Academic background
- Alma mater: Harvard University (BA 1990) Massachusetts Institute of Technology (PhD 1994);
- Doctoral advisor: Drew Fudenberg Jean Tirole

Academic work
- Discipline: Managerial economics, Decision theory
- Institutions: Kellogg School of Management (1994–present)

= Peter Klibanoff =

American economist

Peter Klibanoff is an American economist who is currently John L. and Helen Kellogg Professor of Managerial Economics & Decision Sciences at the Kellogg School of Management.

== Biography ==
Kilbanoff obtained his BA in Applied Mathematics from the Harvard University in 1990 and his PhD in economics from the Massachusetts Institute of Technology in 1994 with a dissertation titled "Essays on Uncertainty in Economics" under the advisory of Drew Fudenberg and Jean Tirole. He joined the Kellogg School of Management shortly after receiving his PhD in 1994, where he worked as an assistant professor from 1994 to 2000, an associate professor from 2000 to 2014 and Professor since 2014.

His research interests include wide range of topics in economic theory such like decision theory (especially modelling decision making under uncertainty and ambiguity), game theory, mechanism design, and optimal pricing and regulation.

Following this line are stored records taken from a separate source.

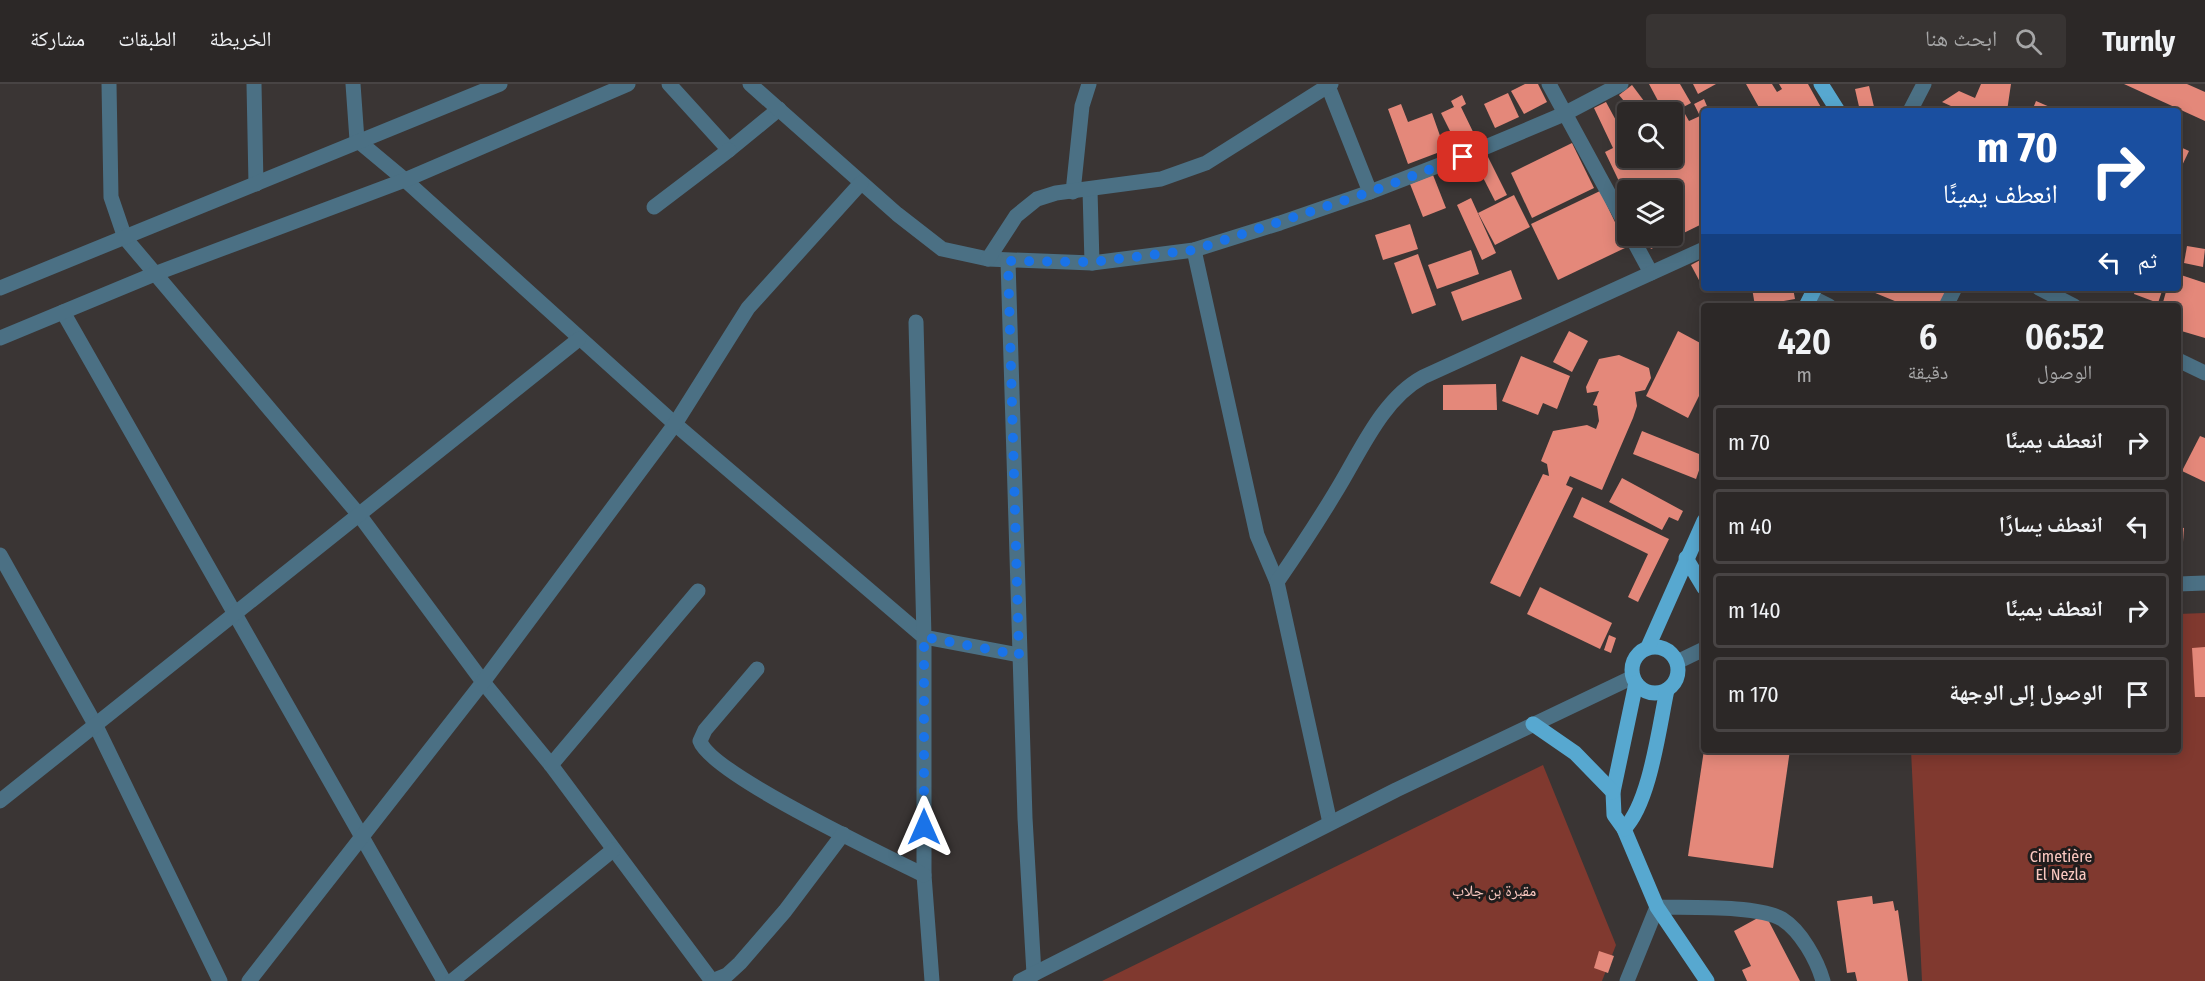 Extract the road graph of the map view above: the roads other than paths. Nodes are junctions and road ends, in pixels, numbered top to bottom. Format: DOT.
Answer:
graph roads {
  1 [pos="109,84"];
  2 [pos="254,84"];
  3 [pos="353,84"];
  4 [pos="500,84"];
  5 [pos="628,84"];
  6 [pos="669,84"];
  7 [pos="750,84"];
  8 [pos="1089,84"];
  9 [pos="1549,84"];
  10 [pos="1621,84"];
  11 [pos="1821,84"];
  12 [pos="1924,84"];
  13 [pos="1330,85"];
  14 [pos="1836,108"];
  15 [pos="1912,108"];
  16 [pos="779,109"];
  17 [pos="1564,114"];
  18 [pos="357,140"];
  19 [pos="729,150"];
  20 [pos="405,180"];
  21 [pos="861,183"];
  22 [pos="256,184"];
  23 [pos="1090,190"];
  24 [pos="1073,192"];
  25 [pos="1370,192"];
  26 [pos="654,207"];
  27 [pos="1617,210"];
  28 [pos="125,238"];
  29 [pos="1636,246"];
  30 [pos="1194,250"];
  31 [pos="1701,250"];
  32 [pos="988,259"];
  33 [pos="1008,261"];
  34 [pos="1092,262"];
  35 [pos="157,273"];
  36 [pos="1651,273"];
  37 [pos="0,288"];
  38 [pos="2045,291"];
  39 [pos="2068,303"];
  40 [pos="63,312"];
  41 [pos="916,322"];
  42 [pos="0,338"];
  43 [pos="579,339"];
  44 [pos="2181,361"];
  45 [pos="2205,373"];
  46 [pos="675,424"];
  47 [pos="360,516"];
  48 [pos="1701,527"];
  49 [pos="0,555"];
  50 [pos="1686,558"];
  51 [pos="1277,582"];
  52 [pos="1701,583"];
  53 [pos="2181,584"];
  54 [pos="2205,584"];
  55 [pos="698,591"];
  56 [pos="235,615"];
  57 [pos="924,637"];
  58 [pos="1648,648"];
  59 [pos="1701,650"];
  60 [pos="1019,655"];
  61 [pos="1677,662"];
  62 [pos="757,669"];
  63 [pos="1634,680"];
  64 [pos="483,682"];
  65 [pos="1667,690"];
  66 [pos="1533,724"];
  67 [pos="96,726"];
  68 [pos="550,765"];
  69 [pos="1613,792"];
  70 [pos="0,801"];
  71 [pos="1330,823"];
  72 [pos="1624,829"];
  73 [pos="843,834"];
  74 [pos="363,838"];
  75 [pos="613,850"];
  76 [pos="924,875"];
  77 [pos="1657,908"];
  78 [pos="1027,977"];
  79 [pos="220,981"];
  80 [pos="249,981"];
  81 [pos="444,981"];
  82 [pos="452,981"];
  83 [pos="712,981"];
  84 [pos="932,981"];
  85 [pos="1627,981"];
  86 [pos="1707,981"];
  87 [pos="1823,981"];
  1 -- 28 [label="street"];
  2 -- 22 [label="street"];
  3 -- 18 [label="street"];
  4 -- 18 [label="street"];
  5 -- 20 [label="street"];
  6 -- 19 [label="street"];
  7 -- 16 [label="street"];
  8 -- 24 [label="street"];
  9 -- 17 [label="street"];
  10 -- 17 [label="street"];
  11 -- 14 [label="main road"];
  12 -- 15 [label="street"];
  13 -- 23 [label="street"];
  13 -- 25 [label="street"];
  16 -- 19 [label="street"];
  16 -- 21 [label="street"];
  17 -- 25 [label="street"];
  17 -- 27 [label="street"];
  18 -- 20 [label="street"];
  18 -- 22 [label="street"];
  19 -- 26 [label="street"];
  20 -- 35 [label="street"];
  20 -- 43 [label="street"];
  21 -- 32 [label="street"];
  21 -- 46 [label="street"];
  22 -- 28 [label="street"];
  23 -- 24 [label="street"];
  23 -- 34 [label="street"];
  24 -- 32 [label="street"];
  25 -- 30 [label="street"];
  28 -- 35 [label="street"];
  28 -- 37 [label="street"];
  29 -- 36 [label="street"];
  30 -- 34 [label="street"];
  30 -- 51 [label="street"];
  31 -- 36 [label="street"];
  32 -- 33 [label="street"];
  33 -- 34 [label="street"];
  33 -- 60 [label="street"];
  35 -- 40 [label="street"];
  35 -- 47 [label="street"];
  36 -- 51 [label="street"];
  38 -- 39 [label="street"];
  40 -- 42 [label="street"];
  40 -- 56 [label="street"];
  41 -- 57 [label="street"];
  43 -- 46 [label="street"];
  43 -- 47 [label="street"];
  44 -- 45 [label="street"];
  46 -- 57 [label="street"];
  46 -- 64 [label="street"];
  47 -- 56 [label="street"];
  47 -- 64 [label="street"];
  48 -- 50 [label="main road"];
  49 -- 67 [label="street"];
  50 -- 52 [label="main road"];
  50 -- 58 [label="main road"];
  51 -- 71 [label="street"];
  53 -- 54 [label="street"];
  55 -- 68 [label="street"];
  56 -- 67 [label="street"];
  56 -- 74 [label="street"];
  57 -- 60 [label="street"];
  57 -- 76 [label="street"];
  58 -- 61 [label="main road"];
  58 -- 63 [label="main road"];
  59 -- 61 [label="street"];
  60 -- 78 [label="street"];
  61 -- 65 [label="main road"];
  62 -- 73 [label="street"];
  63 -- 65 [label="main road"];
  63 -- 66 [label="street"];
  63 -- 69 [label="main road"];
  64 -- 68 [label="street"];
  64 -- 74 [label="street"];
  65 -- 72 [label="main road"];
  66 -- 69 [label="main road"];
  66 -- 71 [label="street"];
  67 -- 70 [label="street"];
  67 -- 79 [label="street"];
  68 -- 75 [label="street"];
  69 -- 72 [label="main road"];
  71 -- 78 [label="street"];
  72 -- 77 [label="main road"];
  73 -- 76 [label="street"];
  73 -- 83 [label="street"];
  74 -- 80 [label="street"];
  74 -- 81 [label="street"];
  75 -- 82 [label="street"];
  75 -- 83 [label="street"];
  76 -- 84 [label="street"];
  77 -- 85 [label="street"];
  77 -- 86 [label="main road"];
  77 -- 87 [label="street"];
}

== Selected publications ==
- Klibanoff, P. & J. Morduch (1995). "Decentralization, externalities, and efficiency". Review of Economic Studies, 62 (2), pp. 223–247.
- Klibanoff, P.; Lamont, O. & T. A. Wizman (1998). "Investor reaction to salient news in closed‐end country funds". Journal of Finance, 53 (2), pp. 673–699.
- Klibanoff, P.; Marinacci, M. & S. Mukerji (2005). "A smooth model of decision making under ambiguity". Econometrica, 73 (6), pp. 1849–1892.
- Klibanoff, P.; Marinacci, M. & S. Mukerji (2012). "On the Smooth Ambiguity Model: A Reply". Econometrica, 80 (3), pp. 1303–1321.
- Baliga, S.; Hanany, E. & P. Klibanoff (2013). "Polarization and ambiguity". American Economic Review, 103 (7), pp. 3071–3083.
- Klibanoff, P.; Mukerji, S. & K. Seo (2014). "Perceived Ambiguity and Relevant Measures". Econometrica, 82 (5), pp. 1945–1978.